Lowellville CIC Opens Up New Tools for Development

LOWELLVILLE, Ohio — Tammy Ross sits behind the counter at her family’s small general store on East Liberty Street on a quiet Monday morning in October.

Ross’ Market is the last of a dying breed – a small, family-owned corner store that sells everything from deli meats and cheese to live bait and used tools.  

Still, this small business in a village with a population of about 1,150 people has seen more activity over the last six months than it has in several years.

“There’s a lot going on with all of the kayakers and the cyclists along the bike trail,” she says. Moreover, the village is home to two Airbnbs that lure out-of-town guests, and they often stop into Ross’ to pick up some everyday items or a sandwich. 

Tammy Ross says Ross’ Market is seeing more foot traffic since the Lowellville dam was removed.

“They’re astounded that there is still an old-fashioned, family-owned general store around here,” she says of the guests. “They love seeing it.”

Ross says foot traffic into the store has increased since the Ohio Department of Environmental Protection removed the Lowellville dam along the Mahoning River last year.  Since then, the village has witnessed an uptick of canoe and kayak usage along this portion of the river, along with a steady stream of fishers.

The dam removal opens up the river for sustained recreation through canoeing, kayaking, fishing and hiking, Ross says. It also helps with any riverfront businesses development in the village’s downtown.

As such, the village has turned to a strategy that it believes will have an impact on community and economic development well into the future.

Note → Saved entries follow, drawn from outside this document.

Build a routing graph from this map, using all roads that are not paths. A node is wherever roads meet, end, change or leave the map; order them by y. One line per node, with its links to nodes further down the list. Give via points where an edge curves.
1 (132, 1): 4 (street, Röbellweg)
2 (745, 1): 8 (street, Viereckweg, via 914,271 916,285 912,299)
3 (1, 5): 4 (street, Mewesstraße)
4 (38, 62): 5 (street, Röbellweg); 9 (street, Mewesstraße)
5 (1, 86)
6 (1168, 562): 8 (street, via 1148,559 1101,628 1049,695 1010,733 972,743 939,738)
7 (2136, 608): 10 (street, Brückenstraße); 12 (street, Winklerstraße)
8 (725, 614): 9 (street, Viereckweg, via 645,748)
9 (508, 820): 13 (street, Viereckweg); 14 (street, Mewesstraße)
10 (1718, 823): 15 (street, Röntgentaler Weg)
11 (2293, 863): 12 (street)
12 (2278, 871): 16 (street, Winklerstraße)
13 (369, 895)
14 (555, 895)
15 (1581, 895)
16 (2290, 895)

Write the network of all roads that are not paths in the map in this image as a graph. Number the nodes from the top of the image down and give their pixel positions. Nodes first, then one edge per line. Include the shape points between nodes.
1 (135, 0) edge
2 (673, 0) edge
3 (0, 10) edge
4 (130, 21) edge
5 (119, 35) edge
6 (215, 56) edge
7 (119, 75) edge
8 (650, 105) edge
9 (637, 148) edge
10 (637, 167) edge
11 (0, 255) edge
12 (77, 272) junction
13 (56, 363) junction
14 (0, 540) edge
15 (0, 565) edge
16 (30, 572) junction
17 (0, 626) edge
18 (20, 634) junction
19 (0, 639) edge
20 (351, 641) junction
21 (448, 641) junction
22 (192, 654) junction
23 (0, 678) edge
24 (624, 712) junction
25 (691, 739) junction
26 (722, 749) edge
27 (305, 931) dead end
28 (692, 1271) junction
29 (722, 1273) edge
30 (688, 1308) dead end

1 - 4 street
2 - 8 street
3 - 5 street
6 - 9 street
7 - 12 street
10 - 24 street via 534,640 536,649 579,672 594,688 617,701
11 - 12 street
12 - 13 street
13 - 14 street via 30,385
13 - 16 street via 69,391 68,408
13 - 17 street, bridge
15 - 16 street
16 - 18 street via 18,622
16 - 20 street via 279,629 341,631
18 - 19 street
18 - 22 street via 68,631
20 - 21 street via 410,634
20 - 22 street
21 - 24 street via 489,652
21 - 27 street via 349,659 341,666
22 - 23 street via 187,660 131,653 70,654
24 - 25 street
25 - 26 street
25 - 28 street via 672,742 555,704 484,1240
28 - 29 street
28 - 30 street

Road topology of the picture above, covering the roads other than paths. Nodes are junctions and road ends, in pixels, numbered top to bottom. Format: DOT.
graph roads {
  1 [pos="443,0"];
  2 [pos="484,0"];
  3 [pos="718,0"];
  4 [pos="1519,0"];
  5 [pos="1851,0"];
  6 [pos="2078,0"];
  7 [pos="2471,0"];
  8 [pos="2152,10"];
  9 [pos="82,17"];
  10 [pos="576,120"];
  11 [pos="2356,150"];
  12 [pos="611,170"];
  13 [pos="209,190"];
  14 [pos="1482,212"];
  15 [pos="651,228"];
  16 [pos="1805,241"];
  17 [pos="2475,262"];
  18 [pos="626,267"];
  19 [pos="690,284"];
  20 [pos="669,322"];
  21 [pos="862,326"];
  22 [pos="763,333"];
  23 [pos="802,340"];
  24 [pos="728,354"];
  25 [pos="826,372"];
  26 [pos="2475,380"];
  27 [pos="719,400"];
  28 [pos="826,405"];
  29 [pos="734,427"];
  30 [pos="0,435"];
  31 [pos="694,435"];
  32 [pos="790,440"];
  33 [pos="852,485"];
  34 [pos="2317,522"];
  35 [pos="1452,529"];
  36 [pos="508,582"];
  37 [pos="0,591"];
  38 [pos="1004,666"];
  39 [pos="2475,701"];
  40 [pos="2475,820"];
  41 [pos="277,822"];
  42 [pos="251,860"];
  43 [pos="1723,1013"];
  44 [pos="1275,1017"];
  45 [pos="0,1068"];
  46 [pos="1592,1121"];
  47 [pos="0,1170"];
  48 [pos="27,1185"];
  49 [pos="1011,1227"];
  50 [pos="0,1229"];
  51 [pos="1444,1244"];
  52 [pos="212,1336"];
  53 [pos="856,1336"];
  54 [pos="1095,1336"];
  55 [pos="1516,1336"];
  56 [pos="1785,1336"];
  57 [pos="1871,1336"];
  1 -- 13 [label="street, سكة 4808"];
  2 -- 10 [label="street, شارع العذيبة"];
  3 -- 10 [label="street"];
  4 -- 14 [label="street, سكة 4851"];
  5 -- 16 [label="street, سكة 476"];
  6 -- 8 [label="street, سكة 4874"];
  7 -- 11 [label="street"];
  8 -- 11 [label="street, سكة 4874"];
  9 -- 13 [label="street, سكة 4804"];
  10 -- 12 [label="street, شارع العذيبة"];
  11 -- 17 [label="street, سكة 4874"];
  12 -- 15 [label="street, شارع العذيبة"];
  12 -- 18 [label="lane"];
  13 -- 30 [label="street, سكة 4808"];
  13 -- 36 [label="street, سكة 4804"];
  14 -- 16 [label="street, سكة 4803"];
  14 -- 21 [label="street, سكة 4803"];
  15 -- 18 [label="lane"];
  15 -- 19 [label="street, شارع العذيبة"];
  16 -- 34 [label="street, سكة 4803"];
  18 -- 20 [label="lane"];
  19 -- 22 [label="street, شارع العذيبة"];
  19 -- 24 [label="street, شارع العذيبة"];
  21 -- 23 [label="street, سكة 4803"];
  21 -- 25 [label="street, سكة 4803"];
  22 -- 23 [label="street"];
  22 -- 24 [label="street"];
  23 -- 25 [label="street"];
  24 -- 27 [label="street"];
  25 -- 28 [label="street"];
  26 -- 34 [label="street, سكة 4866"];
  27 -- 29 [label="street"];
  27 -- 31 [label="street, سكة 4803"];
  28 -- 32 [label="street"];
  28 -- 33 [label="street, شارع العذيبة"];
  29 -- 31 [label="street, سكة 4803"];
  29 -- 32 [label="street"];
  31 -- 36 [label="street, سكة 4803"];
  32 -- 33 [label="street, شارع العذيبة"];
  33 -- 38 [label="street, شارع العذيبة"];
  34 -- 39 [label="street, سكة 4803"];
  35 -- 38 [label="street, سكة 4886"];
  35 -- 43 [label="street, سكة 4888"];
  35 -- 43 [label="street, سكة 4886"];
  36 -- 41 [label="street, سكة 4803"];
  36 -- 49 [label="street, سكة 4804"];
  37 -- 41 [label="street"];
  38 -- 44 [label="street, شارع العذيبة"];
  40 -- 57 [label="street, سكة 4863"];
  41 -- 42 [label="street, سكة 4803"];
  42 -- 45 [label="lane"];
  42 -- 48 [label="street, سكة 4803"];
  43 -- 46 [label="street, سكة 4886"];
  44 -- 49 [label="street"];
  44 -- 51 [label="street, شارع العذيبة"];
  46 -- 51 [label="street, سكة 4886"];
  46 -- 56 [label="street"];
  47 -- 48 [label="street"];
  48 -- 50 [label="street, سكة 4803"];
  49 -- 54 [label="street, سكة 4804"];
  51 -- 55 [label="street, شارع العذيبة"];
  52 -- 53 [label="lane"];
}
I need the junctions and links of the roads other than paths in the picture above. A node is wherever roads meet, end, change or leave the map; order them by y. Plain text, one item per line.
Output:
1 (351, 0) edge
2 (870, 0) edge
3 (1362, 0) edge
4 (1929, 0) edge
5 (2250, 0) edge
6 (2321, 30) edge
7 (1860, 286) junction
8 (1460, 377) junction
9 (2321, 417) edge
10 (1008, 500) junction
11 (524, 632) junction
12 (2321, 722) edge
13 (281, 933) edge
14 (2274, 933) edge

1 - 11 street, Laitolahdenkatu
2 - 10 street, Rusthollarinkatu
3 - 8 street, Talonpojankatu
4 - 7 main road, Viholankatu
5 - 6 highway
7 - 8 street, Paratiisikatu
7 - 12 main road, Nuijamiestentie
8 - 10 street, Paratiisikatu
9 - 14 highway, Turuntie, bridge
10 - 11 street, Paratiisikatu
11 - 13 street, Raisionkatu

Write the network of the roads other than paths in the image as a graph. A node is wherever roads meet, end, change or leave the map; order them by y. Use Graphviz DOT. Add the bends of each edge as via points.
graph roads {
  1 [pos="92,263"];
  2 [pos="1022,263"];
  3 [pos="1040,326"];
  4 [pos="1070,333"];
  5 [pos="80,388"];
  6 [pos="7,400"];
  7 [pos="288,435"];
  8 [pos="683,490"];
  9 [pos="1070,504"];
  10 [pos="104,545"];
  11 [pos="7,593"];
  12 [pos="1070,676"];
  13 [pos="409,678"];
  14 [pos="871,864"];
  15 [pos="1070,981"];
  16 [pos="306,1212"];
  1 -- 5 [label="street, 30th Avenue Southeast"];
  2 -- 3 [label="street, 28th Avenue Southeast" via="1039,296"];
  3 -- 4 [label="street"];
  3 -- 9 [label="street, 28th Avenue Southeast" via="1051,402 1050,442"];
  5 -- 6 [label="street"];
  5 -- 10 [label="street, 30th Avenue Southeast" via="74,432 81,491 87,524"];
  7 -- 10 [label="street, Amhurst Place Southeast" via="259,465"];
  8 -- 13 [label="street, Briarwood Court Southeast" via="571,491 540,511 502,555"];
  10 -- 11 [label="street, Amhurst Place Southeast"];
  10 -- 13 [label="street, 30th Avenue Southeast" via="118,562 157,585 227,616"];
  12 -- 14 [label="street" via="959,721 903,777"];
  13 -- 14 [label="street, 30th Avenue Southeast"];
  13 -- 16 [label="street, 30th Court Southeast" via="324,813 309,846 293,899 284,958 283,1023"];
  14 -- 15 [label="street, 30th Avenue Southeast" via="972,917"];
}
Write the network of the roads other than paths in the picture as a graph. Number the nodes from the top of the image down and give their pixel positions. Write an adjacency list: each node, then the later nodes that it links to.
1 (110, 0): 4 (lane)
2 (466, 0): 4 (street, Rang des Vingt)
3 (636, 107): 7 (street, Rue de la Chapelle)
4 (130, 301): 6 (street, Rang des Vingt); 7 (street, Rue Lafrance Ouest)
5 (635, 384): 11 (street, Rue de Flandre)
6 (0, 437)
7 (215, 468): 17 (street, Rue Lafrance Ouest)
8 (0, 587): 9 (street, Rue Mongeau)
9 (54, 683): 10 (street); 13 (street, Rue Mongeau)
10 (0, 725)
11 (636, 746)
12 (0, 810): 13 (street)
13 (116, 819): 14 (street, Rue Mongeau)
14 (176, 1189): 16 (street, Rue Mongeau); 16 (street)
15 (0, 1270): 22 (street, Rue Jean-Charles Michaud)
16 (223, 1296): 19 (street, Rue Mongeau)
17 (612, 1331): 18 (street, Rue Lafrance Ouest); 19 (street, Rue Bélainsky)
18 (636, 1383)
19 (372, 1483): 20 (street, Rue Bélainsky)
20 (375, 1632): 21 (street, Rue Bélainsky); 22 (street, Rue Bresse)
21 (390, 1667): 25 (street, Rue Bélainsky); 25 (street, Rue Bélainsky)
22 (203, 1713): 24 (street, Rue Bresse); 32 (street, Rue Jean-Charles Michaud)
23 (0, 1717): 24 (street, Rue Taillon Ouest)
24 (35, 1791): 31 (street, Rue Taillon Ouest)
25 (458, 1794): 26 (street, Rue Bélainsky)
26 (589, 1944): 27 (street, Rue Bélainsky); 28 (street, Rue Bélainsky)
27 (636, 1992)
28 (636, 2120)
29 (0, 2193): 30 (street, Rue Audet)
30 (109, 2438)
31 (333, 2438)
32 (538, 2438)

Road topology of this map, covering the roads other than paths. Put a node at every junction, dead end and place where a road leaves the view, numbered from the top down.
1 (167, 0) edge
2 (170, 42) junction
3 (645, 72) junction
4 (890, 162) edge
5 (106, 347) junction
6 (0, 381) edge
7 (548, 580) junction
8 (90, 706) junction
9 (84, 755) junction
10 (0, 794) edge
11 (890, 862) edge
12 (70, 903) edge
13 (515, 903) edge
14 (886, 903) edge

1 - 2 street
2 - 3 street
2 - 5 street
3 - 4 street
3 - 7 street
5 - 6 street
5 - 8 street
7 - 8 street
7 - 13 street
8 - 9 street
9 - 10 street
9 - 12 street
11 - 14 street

The Lowellville Community Improvement Corp., doing business as Lowellville Forward Corp., was recently awarded 501(c) 3 designation, which allows the not-for-profit to pursue federal and state funding for important development projects, says Mayor Jim Iudiciani. 

“We’re learning as we go,” Iudiciani says.  “It’s another tool to go after grants.”

It took about three years to establish the organization, Iudiciani said. Several years ago, the mayor said he and others were intrigued by a presentation from representatives of Eastgate Regional Council of Governments, in which it demonstrated how community improvement corporations could leverage funding for development in ways municipalities and villages cannot. 

The designation comes just as the village is finishing work on a new canoe launch livery along the Mahoning River, where recently the remains of the long-standing dam were removed.  

“The livery should be finished by November,” the mayor says, while bathrooms should be complete and in place by December.  A ribbon-cutting ceremony to celebrate completion of the project is targeted for Dec. 3.

Bob Coppola, a village councilman of 28 years, says the livery could help promote a trickle-down effect on property owners along Water Street along the north side of the river. 

“It’s a start,” he says.  “We needed this first item to get going. It creates a lot of activity and once it gets finished, we think there’ll be a whole lot of interest.”

Moreover, the new designation allows Lowellville Forward to pursue future development along the river, Iudiciani said.  The village has acquired 13 acres of riverfront property adjacent to the canoe livery and has plans to develop the land into a riverside park replete with picnic areas, kiosks, a walking path and a possible Frisbee course, he noted.

“The development would cost about $700,000,” Iudiciani said. 

The project does not qualify for CleanOhio grant funding since it already owns the property, Iudiciani says.  However, Lowellville Forward has the ability to secure grant funding through foundations and other entities in order to support such projects and future ventures, he said.

“It gives us a little more flexibility to go after different grant monies from other nonprofits,” he says. “That’s how we’d like to get it funded.” 

There is also plenty of opportunity to leverage new development along Water Street and East Liberty Street downtown, Iudiciani says.  Much of the building stock is more than 50 years old and is in need of rehabilitation. 

Most of the targeted development in the village is on the north side of the river. However, the mayor says private businesses are stepping up investment in their own right.  Falcon Foundry, the largest employer in the village, recently invested $1 million into its operations on the east side of the village. 

Another $9 million project that is still bound by a nondisclosure agreement is pending for the former Sharon Slag property on the south side of the river, Iudiciani says. “We would extend McGaffney Street for another 700 feet into the wooded area,” he says. “The road will cover 10 acres and tie it in to the former Sharon Slag property.” 

Pictured at top: A series of historical placards line the banks the Mahoning River in Lowellville.